É
este comentário de José Pacheco Pereira às supostas diferenças entre o discurso social de Cavaco Silva nas celebrações parlamentares do 25 de Abril e "o discurso desenvolvimentista e tecnológico, muitas vezes deslumbrado, do primeiro-ministro".
Pura desonestidade porque toda a gente ouviu Cavaco invocar
explicitamente um plano governamental em preparação (o Plano de Acção Nacional para a Inclusão) para propor uma "mobilização geral, uma verdadeira campanha em prol da inclusão social".
E pura desonestidade porque toda a gente se lembra até que ponto Sócrates fez do combate à exclusão social (nomeadamente dos idosos, a mais grave) uma bandeira de campanha (entretanto já começada a ser posta em prática, através do Complemento Solidário para Idosos), bandeira que evoluiu em paralelo (e não excluíndo) a do plano tecnológico.

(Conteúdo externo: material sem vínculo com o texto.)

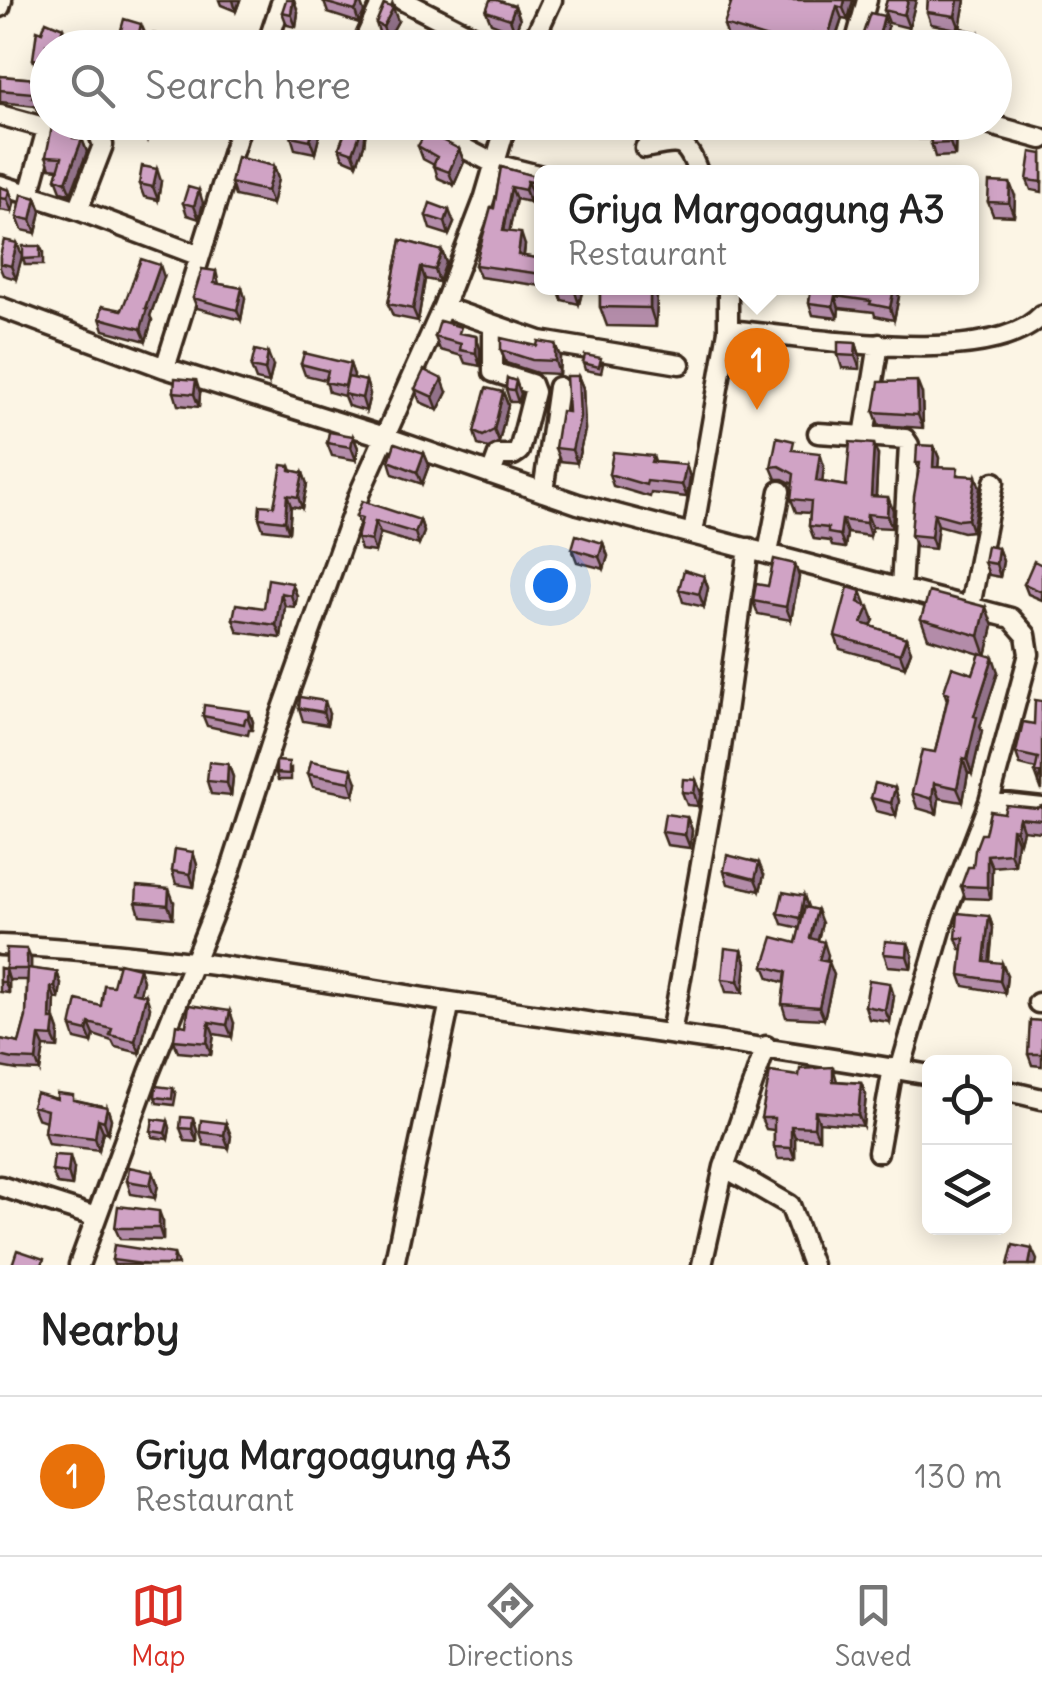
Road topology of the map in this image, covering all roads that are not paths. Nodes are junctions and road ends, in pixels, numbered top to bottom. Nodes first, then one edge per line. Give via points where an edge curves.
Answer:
1 (2, 0) edge
2 (282, 0) edge
3 (383, 0) edge
4 (402, 0) edge
5 (552, 0) edge
6 (866, 0) edge
7 (0, 7) edge
8 (272, 30) edge
9 (370, 30) edge
10 (461, 30) edge
11 (538, 30) edge
12 (858, 30) edge
13 (0, 114) edge
14 (30, 121) edge
15 (1012, 131) edge
16 (1042, 139) edge
17 (44, 140) edge
18 (101, 140) edge
19 (236, 140) edge
20 (448, 140) edge
21 (502, 140) edge
22 (645, 148) dead end
23 (495, 164) junction
24 (695, 165) edge
25 (534, 174) edge
26 (0, 185) edge
27 (29, 196) junction
28 (78, 210) junction
29 (200, 256) junction
30 (728, 295) edge
31 (443, 307) junction
32 (0, 308) edge
33 (1042, 315) edge
34 (493, 325) junction
35 (728, 330) junction
36 (878, 344) junction
37 (680, 364) dead end
38 (164, 368) junction
39 (558, 387) dead end
40 (818, 434) dead end
41 (864, 436) junction
42 (385, 438) junction
43 (491, 474) junction
44 (994, 482) dead end
45 (780, 491) dead end
46 (543, 492) junction
47 (693, 533) junction
48 (749, 548) junction
49 (768, 553) junction
50 (901, 588) junction
51 (970, 606) junction
52 (1042, 627) edge
53 (1029, 645) junction
54 (989, 802) junction
55 (1042, 808) edge
56 (0, 944) edge
57 (193, 960) junction
58 (450, 1002) junction
59 (671, 1034) junction
60 (766, 1046) junction
61 (897, 1069) junction
62 (922, 1074) edge
63 (1012, 1092) edge
64 (1042, 1099) edge
65 (878, 1152) dead end
66 (724, 1167) junction
67 (0, 1186) edge
68 (96, 1217) junction
69 (79, 1265) edge
70 (394, 1265) edge
71 (702, 1265) edge
72 (812, 1265) edge

1 - 7 street
2 - 8 street
3 - 9 street
4 - 10 street
5 - 11 street
6 - 12 street
13 - 14 street
15 - 16 street
17 - 27 street
18 - 28 street
19 - 29 street
20 - 23 street
21 - 23 street
22 - 24 street via 681,143
23 - 25 street
23 - 31 street
26 - 27 street
27 - 28 street
28 - 29 street
29 - 38 street
30 - 35 street
31 - 34 street
31 - 42 street
32 - 38 street
33 - 36 street via 1000,340
34 - 37 street via 562,346
34 - 43 street via 493,372 531,384 534,392 519,451 498,455
35 - 36 street
35 - 47 street
36 - 41 street
38 - 42 street
39 - 46 street
40 - 41 street
41 - 50 street via 910,445
42 - 43 street
42 - 57 street
43 - 46 street
44 - 51 street
45 - 49 street
46 - 47 street
47 - 48 street
48 - 49 street
48 - 59 street
49 - 50 street
50 - 51 street
51 - 53 street via 1012,618
52 - 53 street
53 - 54 street
54 - 55 street
54 - 61 street
56 - 57 street
57 - 58 street
57 - 68 street
58 - 59 street
58 - 70 street
59 - 60 street
60 - 61 street
60 - 66 street
61 - 62 street
61 - 65 street
63 - 64 street
66 - 71 street
66 - 72 street via 790,1206
67 - 68 street
68 - 69 street

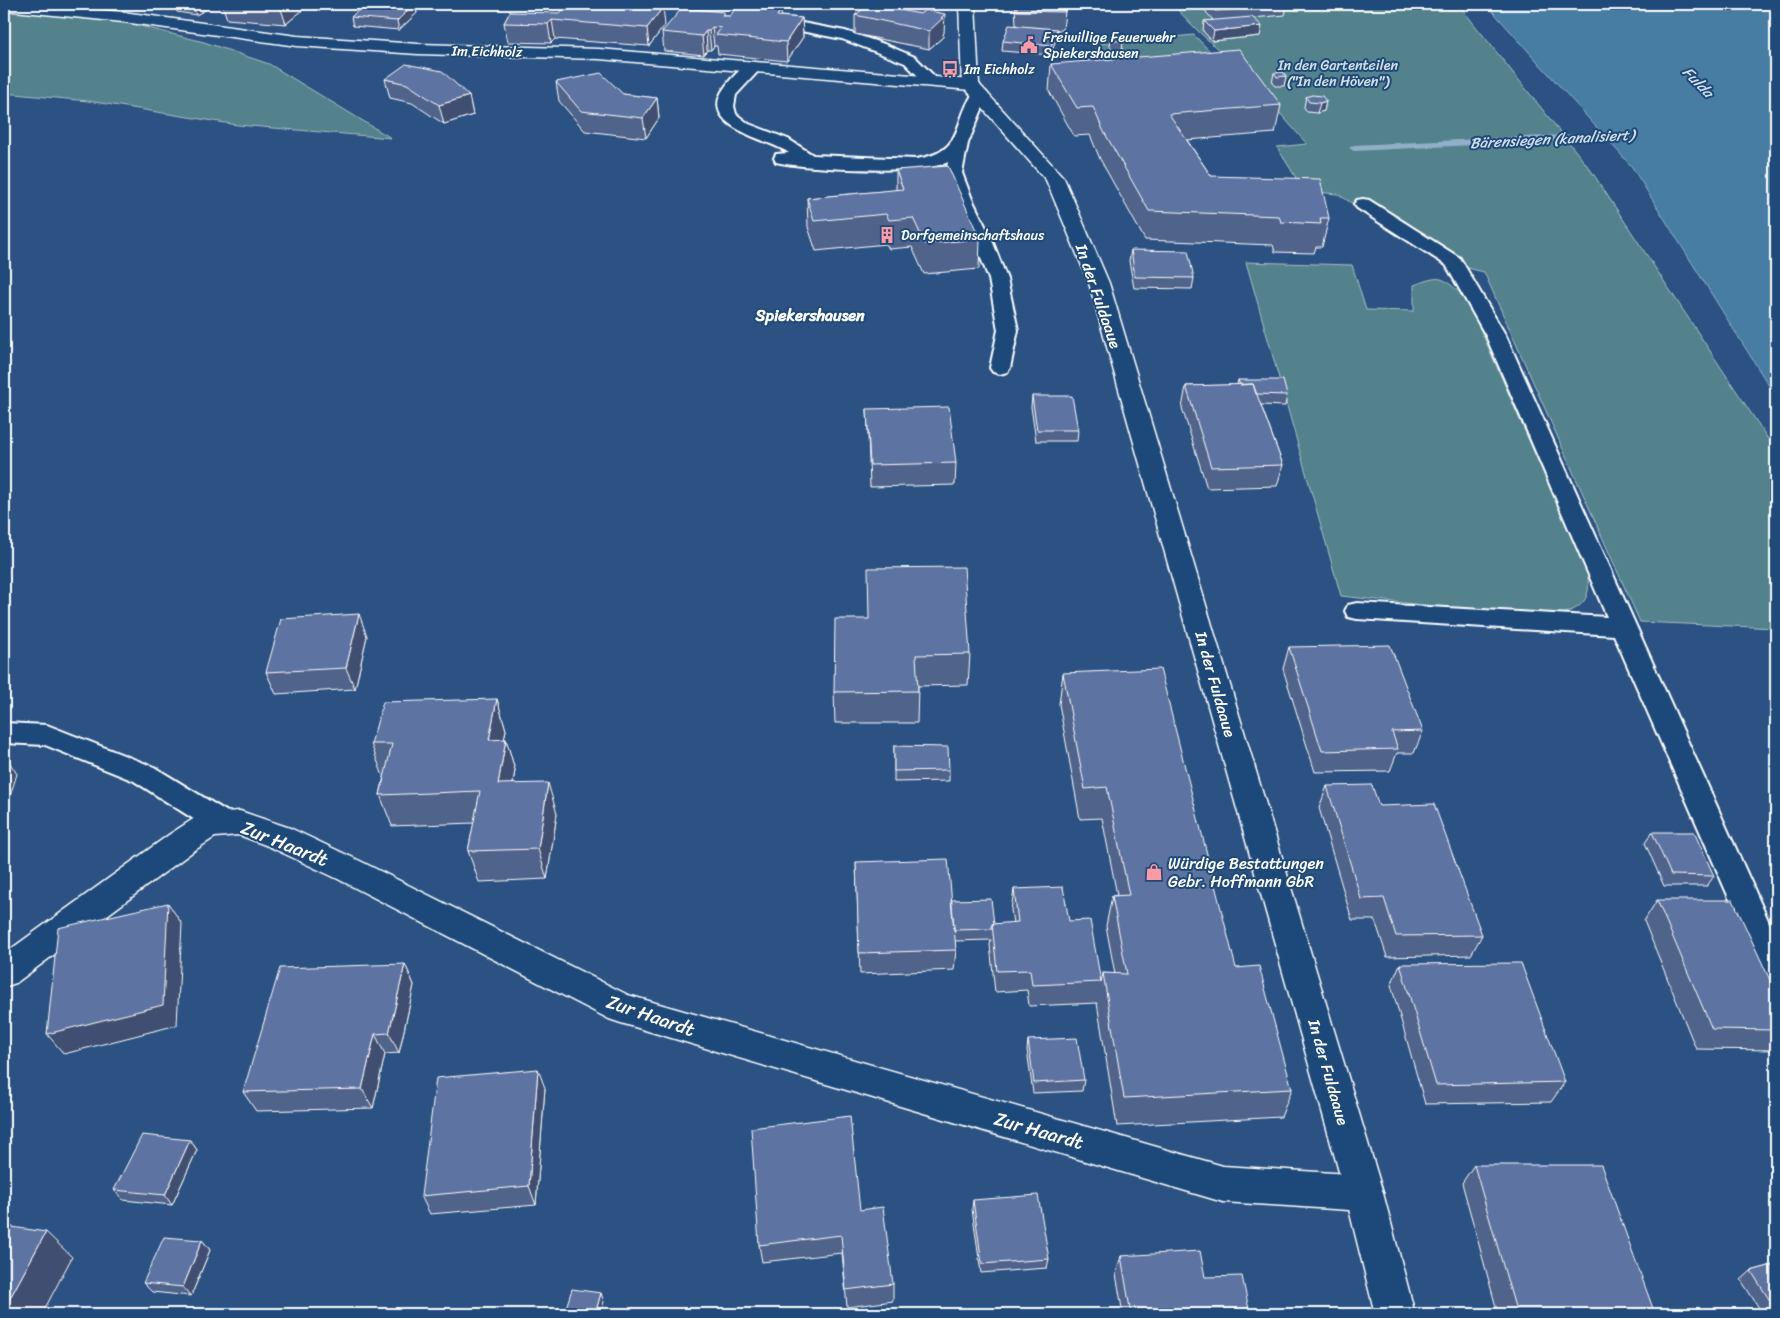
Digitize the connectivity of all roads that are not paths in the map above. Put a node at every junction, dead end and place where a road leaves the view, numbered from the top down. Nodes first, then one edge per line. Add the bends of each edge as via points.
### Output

Enfim: um comentário desesperado na sua ridícula tentativa de ver diferenças entre o Presidente e o Governo onde elas manifestamente não existem. Se alguma coisa distancia Cavaco e Sócrates não é aquilo que José Pacheco Pereira pateticamente refere mas sim o facto de o PR continuar a insistir (como já tinha feito na Justiça) em pactos alargados de acção (portanto envolvendo o PSD, pelo menos), quando se sabe perfeitamente que para Sócrates lhe basta a sua maioria absoluta. Esse sim, é o "fosso potencial".
PS1.
Antecipo que nos eventuais comentários a este post venham tiradas do género "blogue porta-voz de Sócrates" e o mais que facilmente se adivinha. Por uma vez façam-me o santo favor de comentar a essência do que foi escrito. E o que foi escrito resume-se em duas palavras: o discurso de Cavaco não revelou qualquer dissonância de fundo face à governação de Sócrates, muito pelo contrário.PS2. Falar em "fossos potenciais" entre o PR e o PM a propósito do discurso de Cavaco é tão muleta do comentário político como submeter esse mesmo discurso à grelha analítica esquerda/direita. São ambas simplificações vulgares nestas ocasiões. O argumento - delirante - invocando um Cavaco "social" e "humano" contra um Sócrates "tecnocrático" e "desumano" visa apenas esconder uma incomodidade: a de não ser possível neste momento usar um (Cavaco) para fazer oposição ao outro (Sócrates).